Abstract. Accurate drought prediction is a key challenge in water resource management and agricultural planning. This study proposes a novel drought prediction framework that integrates Variational Mode Decomposition (VMD), Informer, and Long Short-Term Memory (LSTM) networks to enhance hydrological drought forecasting in the Huaihe River Basin, China. The VMD-Informer-LSTM model decomposes complex non-stationary drought sequences into multi-scale components, effectively extracting long-term trends and short-term fluctuations. Results show that the model outperforms LSTM, Transformer-LSTM, and Informer-LSTM, improving R², RMSE, MAE, and MAPE by 28.4 %, 46.2 %, 46.5 %, and 50.8 %, respectively, over the baseline LSTM. When the prediction period is 30 days, the VMD-Informer-LSTM achieves the highest prediction accuracy.
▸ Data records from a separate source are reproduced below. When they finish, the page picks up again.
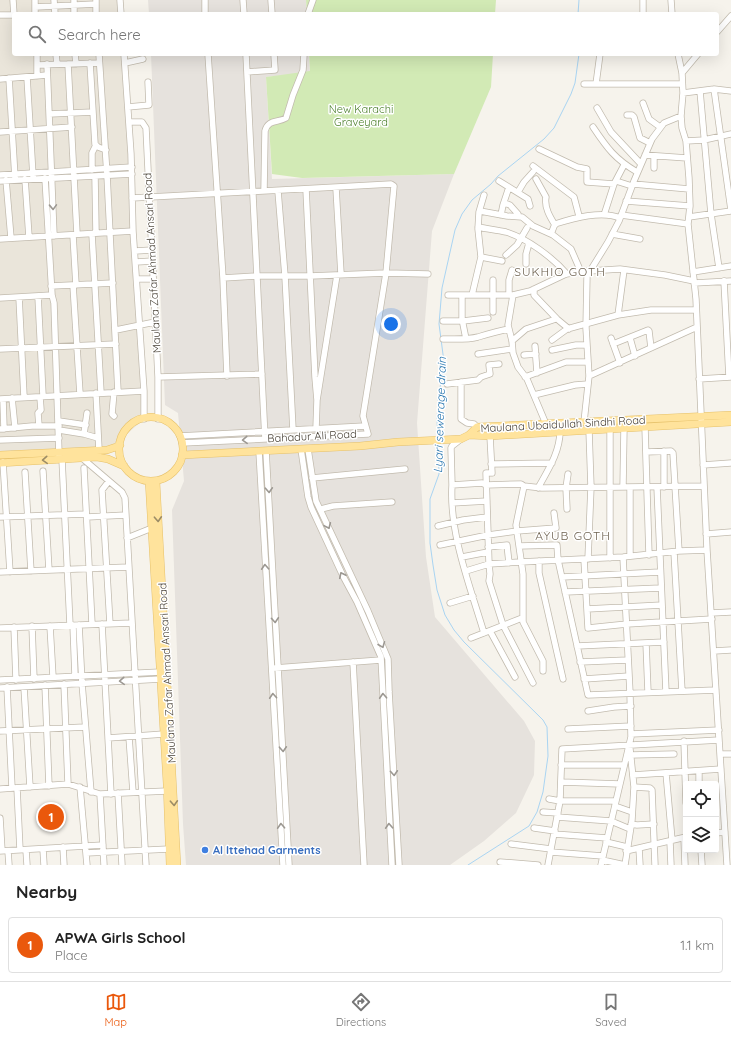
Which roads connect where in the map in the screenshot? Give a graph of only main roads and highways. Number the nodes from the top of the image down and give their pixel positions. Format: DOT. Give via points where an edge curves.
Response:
graph roads {
  1 [pos="731,415"];
  2 [pos="701,420"];
  3 [pos="731,422"];
  4 [pos="469,435"];
  5 [pos="120,445"];
  6 [pos="182,454"];
  7 [pos="0,455"];
  8 [pos="60,456"];
  9 [pos="1,463"];
  10 [pos="124,466"];
  11 [pos="153,481"];
  12 [pos="170,865"];
  13 [pos="177,865"];
  1 -- 2 [label="main road, Maulana Ubaidullah Sindhi Road"];
  2 -- 3 [label="main road, Maulana Ubaidullah Sindhi Road"];
  2 -- 4 [label="main road, Maulana Ubaidullah Sindhi Road" via="645,427"];
  2 -- 4 [label="main road, Maulana Ubaidullah Sindhi Road" via="477,427"];
  4 -- 6 [label="main road" via="458,439 360,446"];
  5 -- 6 [label="main road" via="129,426 144,419 158,419 171,425 181,440"];
  5 -- 8 [label="main road" via="111,449"];
  5 -- 10 [label="main road"];
  6 -- 11 [label="main road" via="180,463 172,473"];
  7 -- 8 [label="main road"];
  8 -- 9 [label="main road, one-way"];
  8 -- 10 [label="main road" via="104,458"];
  10 -- 11 [label="main road" via="137,478"];
  11 -- 12 [label="main road, Maulana Zafar Ahmad Ansari Road" via="152,528"];
  11 -- 13 [label="main road, Maulana Zafar Ahmad Ansari Road, one-way"];
}
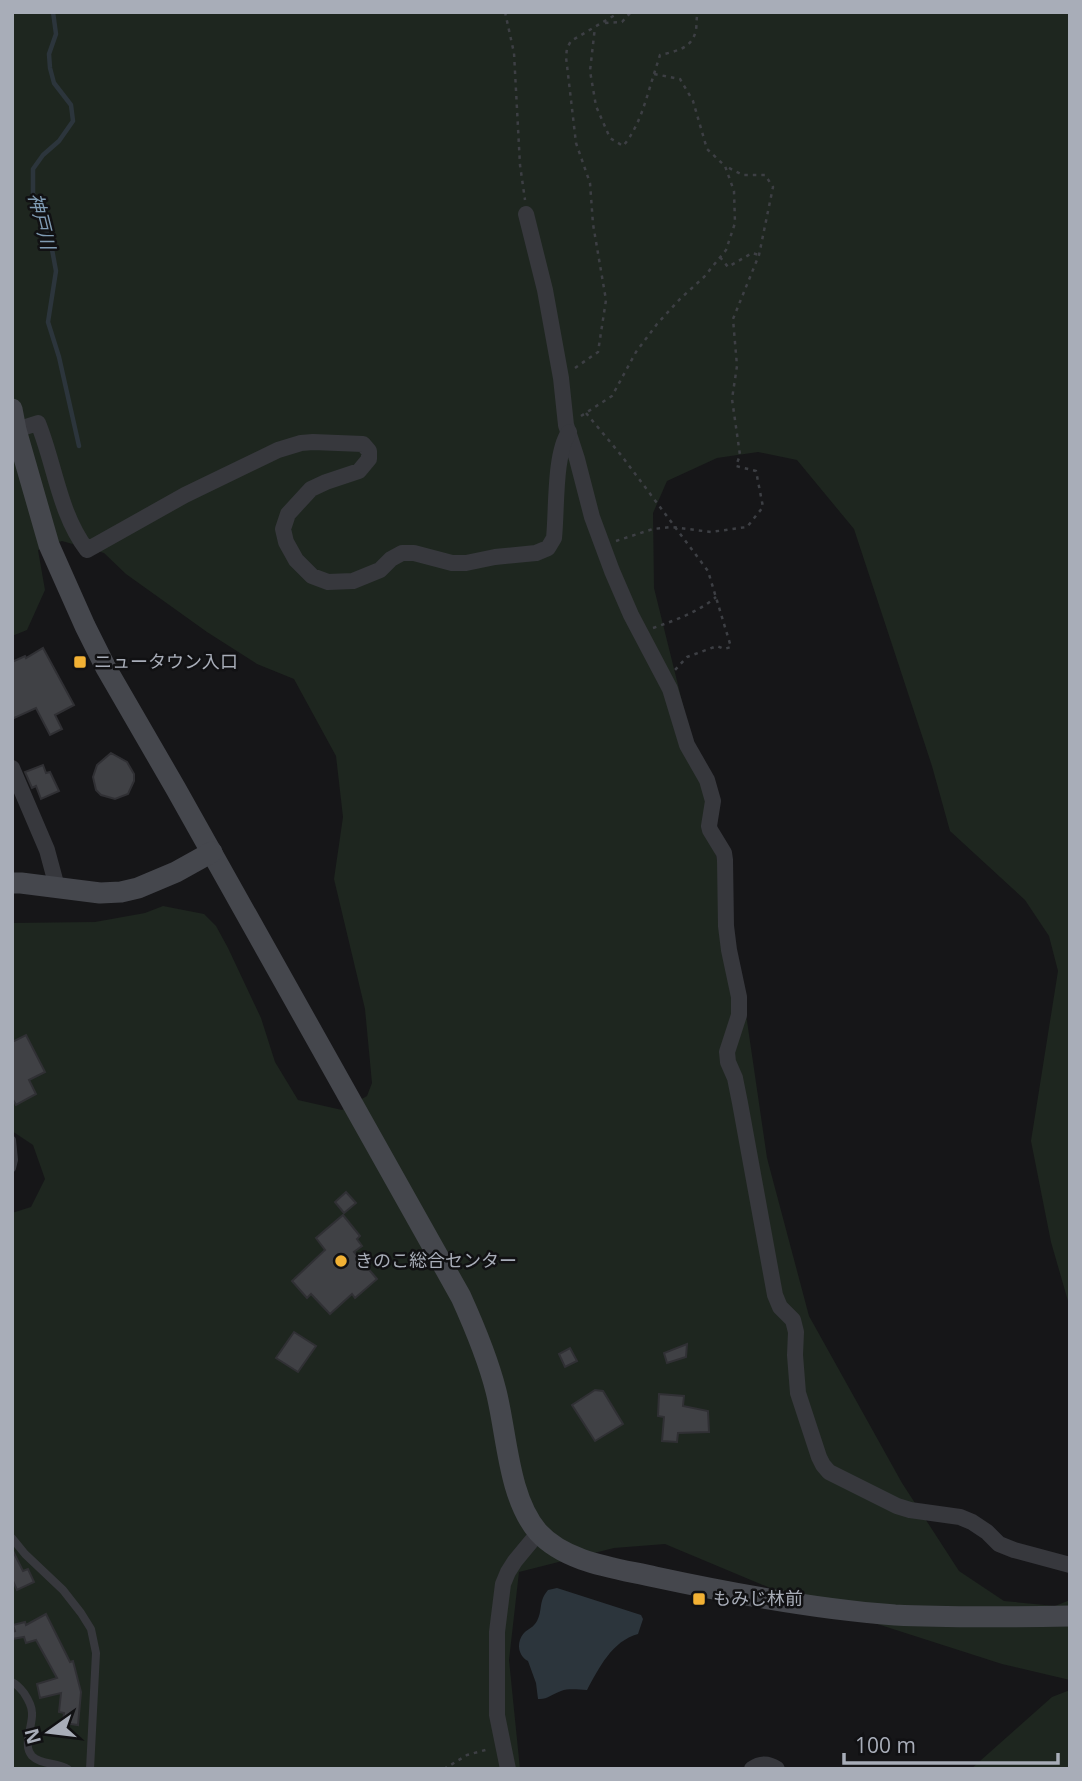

During the 120–180 day prediction period, the prediction accuracy of all models declines, with drought intensity generally underestimated. Misclassifications are mainly concentrated in the transition zones between humid and semi-humid regions, with higher error frequency in semi-humid areas. Prediction accuracy is highest in the upstream and downstream regions, followed by the Yishuisi River Basin, while the midstream region performs poorly due to human interference. Shapley Additive Explanations (SHAP) further reveal that precipitation and temperature are the dominant meteorological drivers, jointly accounting for nearly half of the model’s predictive power. These results confirm that the VMD-Informer-LSTM provides the most accurate predictions among the tested models, offering valuable support for drought risk assessment and water resource management in the Huaihe River Basin and other similar regions.